A lot of credits on this intro issue for the Sandman Universe series of four revamped titles: THE DREAMING, HOUSE OF WHISPERS, LUCIFER and BOOKS OF MAGIC. I should say up front, I’m lettering BOOKS OF MAGIC, so I won’t be reviewing that, but I didn’t letter its section in this book. In fact, I hadn’t seen it until now.

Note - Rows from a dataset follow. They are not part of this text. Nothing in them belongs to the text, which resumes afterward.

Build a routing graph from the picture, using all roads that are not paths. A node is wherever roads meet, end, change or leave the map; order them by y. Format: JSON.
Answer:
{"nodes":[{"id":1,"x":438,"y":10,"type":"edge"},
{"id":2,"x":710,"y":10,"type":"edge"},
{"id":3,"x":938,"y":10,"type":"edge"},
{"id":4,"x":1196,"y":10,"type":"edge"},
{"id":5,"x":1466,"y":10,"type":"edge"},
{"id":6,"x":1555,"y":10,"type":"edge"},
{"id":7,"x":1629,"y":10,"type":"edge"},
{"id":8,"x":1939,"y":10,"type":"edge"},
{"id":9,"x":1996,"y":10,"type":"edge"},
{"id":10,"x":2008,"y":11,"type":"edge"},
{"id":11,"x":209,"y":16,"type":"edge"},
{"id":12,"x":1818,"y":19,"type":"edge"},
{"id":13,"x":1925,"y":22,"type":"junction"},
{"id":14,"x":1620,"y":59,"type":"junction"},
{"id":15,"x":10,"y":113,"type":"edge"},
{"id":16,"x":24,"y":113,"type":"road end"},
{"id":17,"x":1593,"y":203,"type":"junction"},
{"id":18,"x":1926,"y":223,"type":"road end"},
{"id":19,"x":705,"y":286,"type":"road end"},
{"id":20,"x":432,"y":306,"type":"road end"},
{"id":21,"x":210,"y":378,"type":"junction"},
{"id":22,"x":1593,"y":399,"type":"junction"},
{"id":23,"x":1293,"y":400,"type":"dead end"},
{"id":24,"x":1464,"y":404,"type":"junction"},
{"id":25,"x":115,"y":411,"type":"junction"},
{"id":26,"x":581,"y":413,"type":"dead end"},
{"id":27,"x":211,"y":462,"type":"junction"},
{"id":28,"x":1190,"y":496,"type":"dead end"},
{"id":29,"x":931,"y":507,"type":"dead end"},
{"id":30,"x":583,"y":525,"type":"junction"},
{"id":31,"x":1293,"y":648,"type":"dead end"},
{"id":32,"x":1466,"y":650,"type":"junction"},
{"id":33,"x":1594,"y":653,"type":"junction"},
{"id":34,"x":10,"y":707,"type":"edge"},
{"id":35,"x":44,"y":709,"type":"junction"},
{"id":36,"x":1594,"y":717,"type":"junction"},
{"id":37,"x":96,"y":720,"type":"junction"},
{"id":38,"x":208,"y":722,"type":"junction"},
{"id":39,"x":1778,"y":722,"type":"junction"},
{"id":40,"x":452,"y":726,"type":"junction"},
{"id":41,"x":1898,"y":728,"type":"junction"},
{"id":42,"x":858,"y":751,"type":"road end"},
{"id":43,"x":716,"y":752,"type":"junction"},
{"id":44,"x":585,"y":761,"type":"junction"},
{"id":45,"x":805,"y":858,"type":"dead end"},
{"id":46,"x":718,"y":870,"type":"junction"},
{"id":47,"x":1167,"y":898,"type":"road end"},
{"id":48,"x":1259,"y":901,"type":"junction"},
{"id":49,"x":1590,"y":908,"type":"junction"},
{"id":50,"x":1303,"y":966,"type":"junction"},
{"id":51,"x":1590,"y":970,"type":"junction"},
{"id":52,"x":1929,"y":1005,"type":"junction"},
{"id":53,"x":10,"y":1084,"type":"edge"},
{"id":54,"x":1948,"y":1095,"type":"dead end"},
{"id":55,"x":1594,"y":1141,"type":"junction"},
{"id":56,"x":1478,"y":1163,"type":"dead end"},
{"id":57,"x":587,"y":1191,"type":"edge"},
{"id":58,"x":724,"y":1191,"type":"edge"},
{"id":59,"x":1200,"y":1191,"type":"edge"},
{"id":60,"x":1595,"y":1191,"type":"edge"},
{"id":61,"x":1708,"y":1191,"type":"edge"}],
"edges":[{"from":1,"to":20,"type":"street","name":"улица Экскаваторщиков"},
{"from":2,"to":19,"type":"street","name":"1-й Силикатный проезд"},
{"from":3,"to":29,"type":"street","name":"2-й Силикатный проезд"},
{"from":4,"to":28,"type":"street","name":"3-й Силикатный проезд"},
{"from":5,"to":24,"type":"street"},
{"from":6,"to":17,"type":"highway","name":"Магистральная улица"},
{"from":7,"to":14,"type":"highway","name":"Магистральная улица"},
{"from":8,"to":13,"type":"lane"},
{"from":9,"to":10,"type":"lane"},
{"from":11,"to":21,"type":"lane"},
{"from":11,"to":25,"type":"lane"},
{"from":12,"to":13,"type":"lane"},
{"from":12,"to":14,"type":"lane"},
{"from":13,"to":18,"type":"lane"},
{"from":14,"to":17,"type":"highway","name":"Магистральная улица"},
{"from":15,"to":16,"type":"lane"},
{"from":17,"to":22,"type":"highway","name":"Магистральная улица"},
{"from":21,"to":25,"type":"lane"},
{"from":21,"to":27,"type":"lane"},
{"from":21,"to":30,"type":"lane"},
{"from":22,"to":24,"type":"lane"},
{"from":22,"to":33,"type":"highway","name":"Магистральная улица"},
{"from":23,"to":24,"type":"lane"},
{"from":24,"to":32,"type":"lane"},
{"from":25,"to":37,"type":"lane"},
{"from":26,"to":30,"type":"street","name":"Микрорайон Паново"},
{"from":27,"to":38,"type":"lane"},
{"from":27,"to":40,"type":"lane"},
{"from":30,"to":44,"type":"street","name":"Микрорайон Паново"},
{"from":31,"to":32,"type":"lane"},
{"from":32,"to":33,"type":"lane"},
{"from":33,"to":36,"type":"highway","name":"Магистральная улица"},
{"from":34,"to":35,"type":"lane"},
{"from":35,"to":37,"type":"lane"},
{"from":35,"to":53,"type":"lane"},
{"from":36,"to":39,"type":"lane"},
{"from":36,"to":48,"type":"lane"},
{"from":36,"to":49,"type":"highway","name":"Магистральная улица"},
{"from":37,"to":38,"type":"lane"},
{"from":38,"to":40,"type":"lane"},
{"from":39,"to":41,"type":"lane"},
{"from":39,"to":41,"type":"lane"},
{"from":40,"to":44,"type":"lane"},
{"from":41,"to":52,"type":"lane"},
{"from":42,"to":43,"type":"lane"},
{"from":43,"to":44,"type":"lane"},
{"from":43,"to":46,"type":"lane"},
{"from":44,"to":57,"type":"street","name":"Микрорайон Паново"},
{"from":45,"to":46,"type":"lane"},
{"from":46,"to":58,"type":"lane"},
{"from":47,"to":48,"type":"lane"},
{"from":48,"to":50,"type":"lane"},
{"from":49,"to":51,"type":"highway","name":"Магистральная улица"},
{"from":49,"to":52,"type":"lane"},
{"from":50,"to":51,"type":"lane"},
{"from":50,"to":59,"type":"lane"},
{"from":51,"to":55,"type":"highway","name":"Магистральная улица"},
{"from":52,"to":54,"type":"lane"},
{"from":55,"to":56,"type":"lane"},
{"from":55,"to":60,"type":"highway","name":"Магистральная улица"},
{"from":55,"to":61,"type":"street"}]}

This is a gallery story in which the framing tale leads the reader into previews of the four new books, as we follow the raven Matthew in and out of each. The frame and opening section is a preview of THE DREAMING, and I’ve just read and reviewed the first issue. Its section here is just as appealing visually, and I continue to like the way familiar characters such as Lucien, Merv Pumpkinhead and Matthew are handled. The overall story is by Neil Gaiman, though I don’t find any text in the book that sounds particularly like Neil, so I suspect he contributed only an outline or plot. I could be wrong. Si Spurrier is writing THE DREAMING, and that section reads very much like the first issue. The new character Dora makes her first appearance, and I liked her a bit better in this book. In the BOOKS OF MAGIC preview, we see the introduction of Dr. Rose, and the gifting by her to Tim Hunter of the magic book. Dr. Rose now seems more sinister to me than she seemed in issue 1. The preview would have prompted me to read the series if I wasn’t lettering it. The HOUSE OF WHISPERS preview did not interest me much, I’m sorry to say, nor did the LUCIFER one, but the conclusion of the DREAMING sequence was again quite good. As a sampler, this accomplishes its main goal. I wish all the samples were equally appealing to me, but perhaps they will be to you.
I particularly liked the fact that the digital version I read included all the variant covers, even if I generally don’t like the idea of variant covers. Some were superb.